Sound of Metal’s secret stealth weapon is Raci’s unforgettable performance as Joe. At first, you aren’t sure how much he’ll factor into the story but once he’s locked in place you recognize just what he’ll come to mean in the grand scheme of what Marder is going for. Raci delivers in each scene, showing a raw talent for off-the-cuff interaction that is refreshingly straightforward. Raci gives Joe could have been a simple repeat of so many other performances it resembles but there’s a lived-in quality and world-weariness in Raci’s eyes that you can’t fake. It’s almost as if Marder and the crew just happened to find the exact character they had written live in living color. Count on this performance, as well as Ahmed’s, getting to the very final talks when those end of the year award nominations start coming out – both are well deserved nominees.

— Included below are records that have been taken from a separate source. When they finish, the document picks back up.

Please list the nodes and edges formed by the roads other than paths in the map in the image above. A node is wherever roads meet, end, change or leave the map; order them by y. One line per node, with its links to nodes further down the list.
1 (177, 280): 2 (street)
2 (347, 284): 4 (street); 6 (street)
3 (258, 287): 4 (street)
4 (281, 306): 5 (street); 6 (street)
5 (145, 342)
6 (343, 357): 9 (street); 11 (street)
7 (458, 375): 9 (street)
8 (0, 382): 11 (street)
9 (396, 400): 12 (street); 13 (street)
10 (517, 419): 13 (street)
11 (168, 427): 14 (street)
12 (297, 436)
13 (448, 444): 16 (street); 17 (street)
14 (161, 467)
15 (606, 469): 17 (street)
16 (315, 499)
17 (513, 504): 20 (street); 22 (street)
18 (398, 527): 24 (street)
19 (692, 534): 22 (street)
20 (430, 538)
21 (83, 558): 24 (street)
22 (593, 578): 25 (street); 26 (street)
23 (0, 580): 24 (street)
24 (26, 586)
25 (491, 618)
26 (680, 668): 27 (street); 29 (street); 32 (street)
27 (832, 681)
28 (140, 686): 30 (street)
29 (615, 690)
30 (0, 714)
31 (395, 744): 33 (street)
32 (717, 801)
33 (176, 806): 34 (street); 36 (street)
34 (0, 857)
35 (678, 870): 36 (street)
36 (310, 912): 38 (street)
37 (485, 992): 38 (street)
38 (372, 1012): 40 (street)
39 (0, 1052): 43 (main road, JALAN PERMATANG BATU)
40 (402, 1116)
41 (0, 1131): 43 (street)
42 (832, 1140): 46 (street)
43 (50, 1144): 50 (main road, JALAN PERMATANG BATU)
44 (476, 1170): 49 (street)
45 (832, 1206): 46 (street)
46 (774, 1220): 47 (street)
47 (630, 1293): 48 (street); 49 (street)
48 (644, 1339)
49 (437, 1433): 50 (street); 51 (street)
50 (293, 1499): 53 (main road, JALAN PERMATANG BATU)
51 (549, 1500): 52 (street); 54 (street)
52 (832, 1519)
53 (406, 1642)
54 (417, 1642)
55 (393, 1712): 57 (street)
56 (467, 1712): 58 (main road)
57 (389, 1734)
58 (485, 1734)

There’s a bit of a full circle feeling behind the scenes with Sound of Metal. In 2012, Darius Marder had the original story idea for The Place Beyond the Pines and would go on to co-write the screenplay with the director of that film, Derek Cianfrance. Years later, Cianfrance was working on the idea for Sound of Metal but wound up abandoning the movie, eventually passing it to Marder who would write and direct it. From its incredible sound design (give Becker the Oscar right now, I mean, right now) to its unflinching way of showing the frustration and fear someone losing their hearing experiences, Sound of Metal excels in its sincerity and follows it through to the bitter (sweet) end. One of the true highlights of film-watching in 2020. Don’t you dare miss it.